Giant Prehistoric Shrimp Discovered In Morocco (VIDEO)

WATCH: Giant Prehistoric Shrimp Was A Killer Scientists Say

This newly-discovered, prehistoric shellfish gives whole new meaning to the term jumbo shrimp.

Yale researchers announced they discovered in southeastern Morocco the fossilized remains of a giant, killer shrimp with three-feet long tentacles on its head.

During the Ordovician period -- about 488 to 472 million years ago -- the spiny precursor to modern crustaceans known as anomalocaridids dominated the seas, National Geographic reported.

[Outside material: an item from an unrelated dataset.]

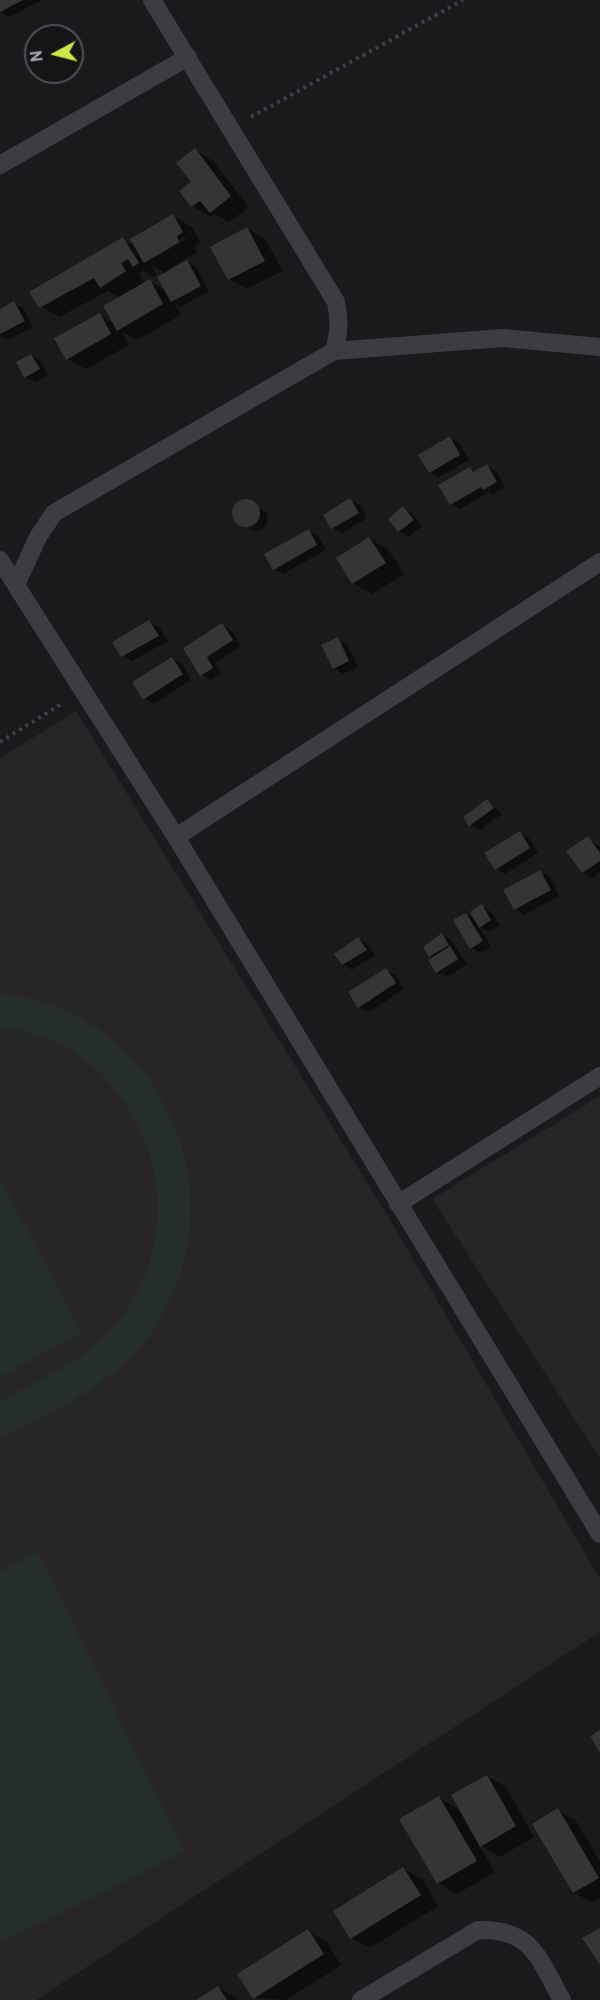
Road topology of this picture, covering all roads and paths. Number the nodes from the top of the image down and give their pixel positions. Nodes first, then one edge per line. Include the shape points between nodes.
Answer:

"Anomalocaridids are always depicted as these fierce horrible predators, ripping up things and tearing them apart -- and no doubt some of them were," said Peter Van Roy, a palaeontologist at Yale University and one of the co-authors of the findings published in Nature.

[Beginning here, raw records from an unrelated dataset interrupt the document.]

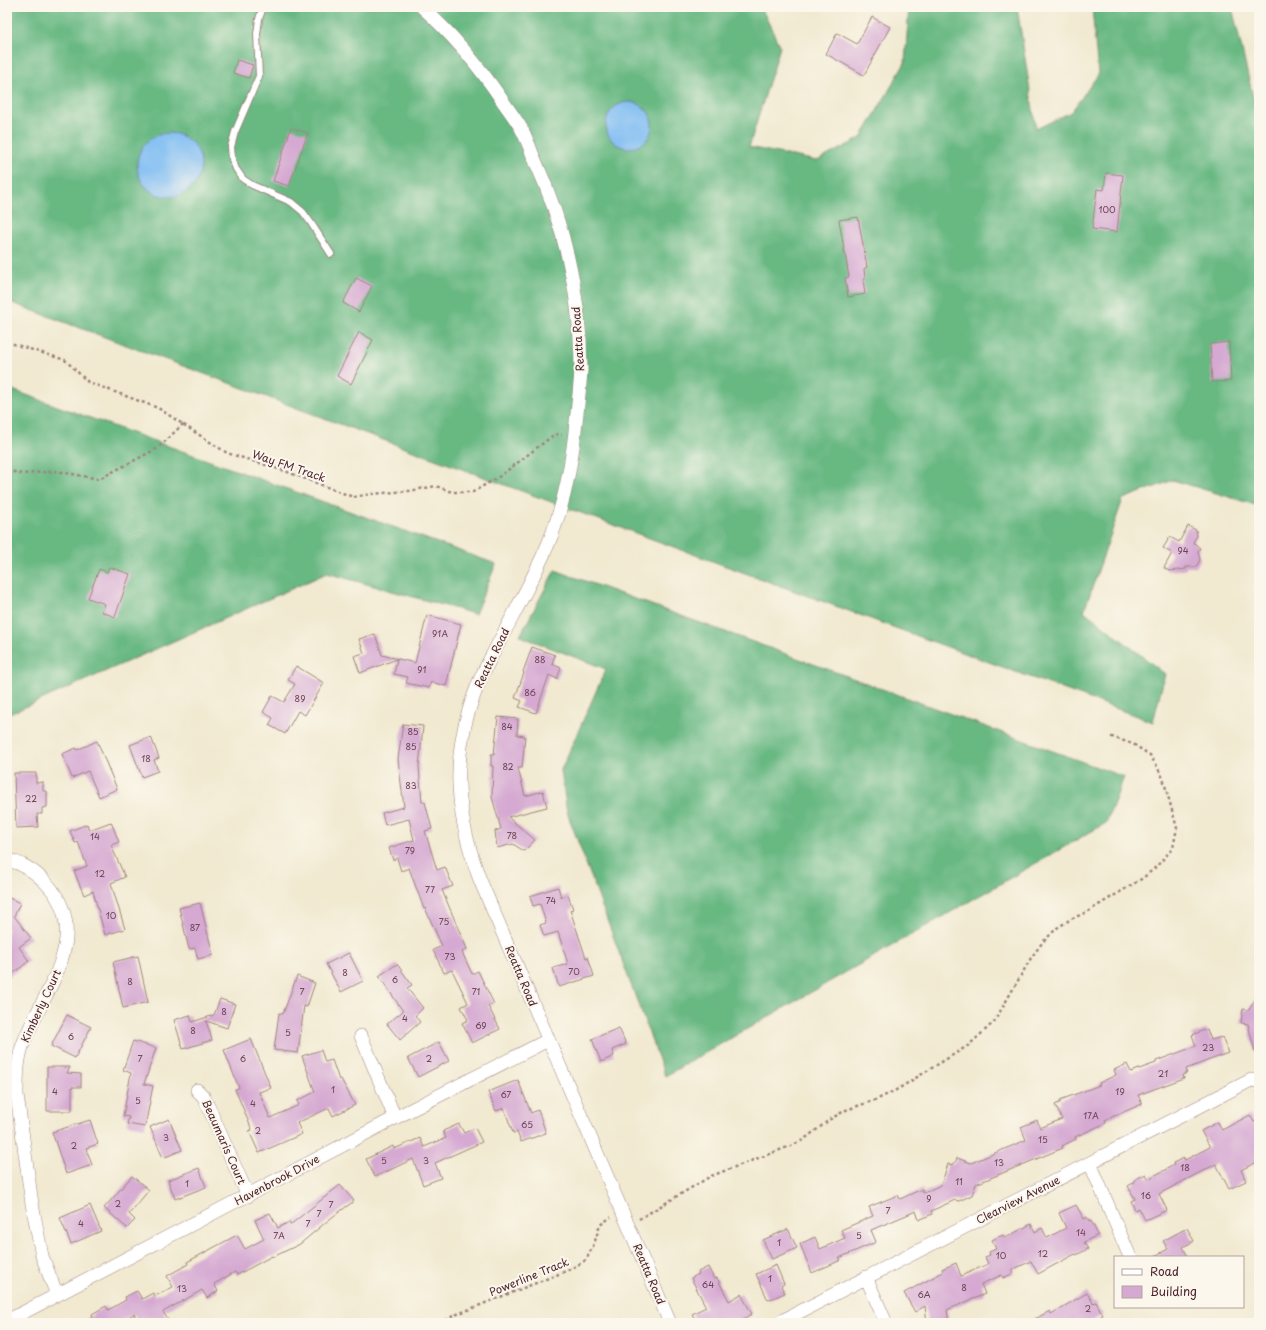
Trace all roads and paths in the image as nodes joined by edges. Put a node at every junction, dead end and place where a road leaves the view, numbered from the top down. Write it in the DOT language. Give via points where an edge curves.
graph roads {
  1 [pos="263,7"];
  2 [pos="422,7"];
  3 [pos="331,254"];
  4 [pos="7,342"];
  5 [pos="182,424"];
  6 [pos="575,436"];
  7 [pos="7,470"];
  8 [pos="1109,736"];
  9 [pos="7,860"];
  10 [pos="361,1036"];
  11 [pos="548,1040"];
  12 [pos="1259,1081"];
  13 [pos="197,1090"];
  14 [pos="395,1118"];
  15 [pos="1090,1163"];
  16 [pos="248,1196"];
  17 [pos="623,1213"];
  18 [pos="628,1225"];
  19 [pos="1130,1256"];
  20 [pos="866,1277"];
  21 [pos="57,1295"];
  22 [pos="7,1321"];
  23 [pos="440,1323"];
  24 [pos="670,1323"];
  25 [pos="778,1323"];
  26 [pos="886,1323"];
  1 -- 3 [label="lane" via="257,34 259,76 235,132 231,146 232,159 243,179 291,202 303,212"];
  2 -- 6 [label="street, Reatta Road" via="467,54 492,85 520,127 558,218 571,269 578,322 581,370"];
  4 -- 5 [label="path, Way FM Track" via="65,360 88,382 158,408"];
  5 -- 6 [label="path, Way FM Track" via="227,453 353,497 436,486 452,492 473,492 500,476 555,434"];
  5 -- 7 [label="path" via="158,448 99,478 56,471 21,474"];
  6 -- 11 [label="street, Reatta Road" via="563,504 552,535 534,576 480,679 466,715 458,789 462,821 480,880"];
  8 -- 18 [label="path" via="1133,744 1150,755 1163,778 1177,828 1173,848 1156,867 1128,888 1057,928 1031,958 994,1022 969,1045 898,1090 832,1118 794,1145 711,1176"];
  9 -- 21 [label="street, Kimberly Court" via="24,866 40,876 52,890 63,910 66,928 65,948 58,971 22,1046 17,1078 17,1095 37,1232 42,1256"];
  10 -- 14 [label="street"];
  11 -- 14 [label="street, Havenbrook Drive"];
  11 -- 17 [label="street, Reatta Road"];
  12 -- 15 [label="street, Clearview Avenue" via="1251,1080"];
  13 -- 16 [label="street, Beaumaris Court" via="204,1097"];
  14 -- 16 [label="street, Havenbrook Drive"];
  15 -- 19 [label="street"];
  15 -- 20 [label="street, Clearview Avenue"];
  16 -- 21 [label="street, Havenbrook Drive"];
  17 -- 18 [label="street, Reatta Road"];
  17 -- 23 [label="path, Powerline Track" via="609,1218 600,1225 586,1260 580,1264"];
  18 -- 24 [label="street, Reatta Road"];
  20 -- 25 [label="street, Clearview Avenue"];
  20 -- 26 [label="street"];
  21 -- 22 [label="street, Havenbrook Drive"];
}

Scientists said the gargantuan prawn is about a foot bigger than previously found specimens and also about 30 million years younger than earlier discoveries, the Daily Mail reported.

For over 100 years, scientists had misidentified the fossils of anomalocaridids. Because it was difficult to find a full sample of the soft-bodied sea creatures, researchers were forced to work with only partial remains. The specimens were often called called relatives of sea cucumbers, jelly fish and shrimp, until Van Roy's co-author Derek Briggs and another colleague identified that they came from a single animal.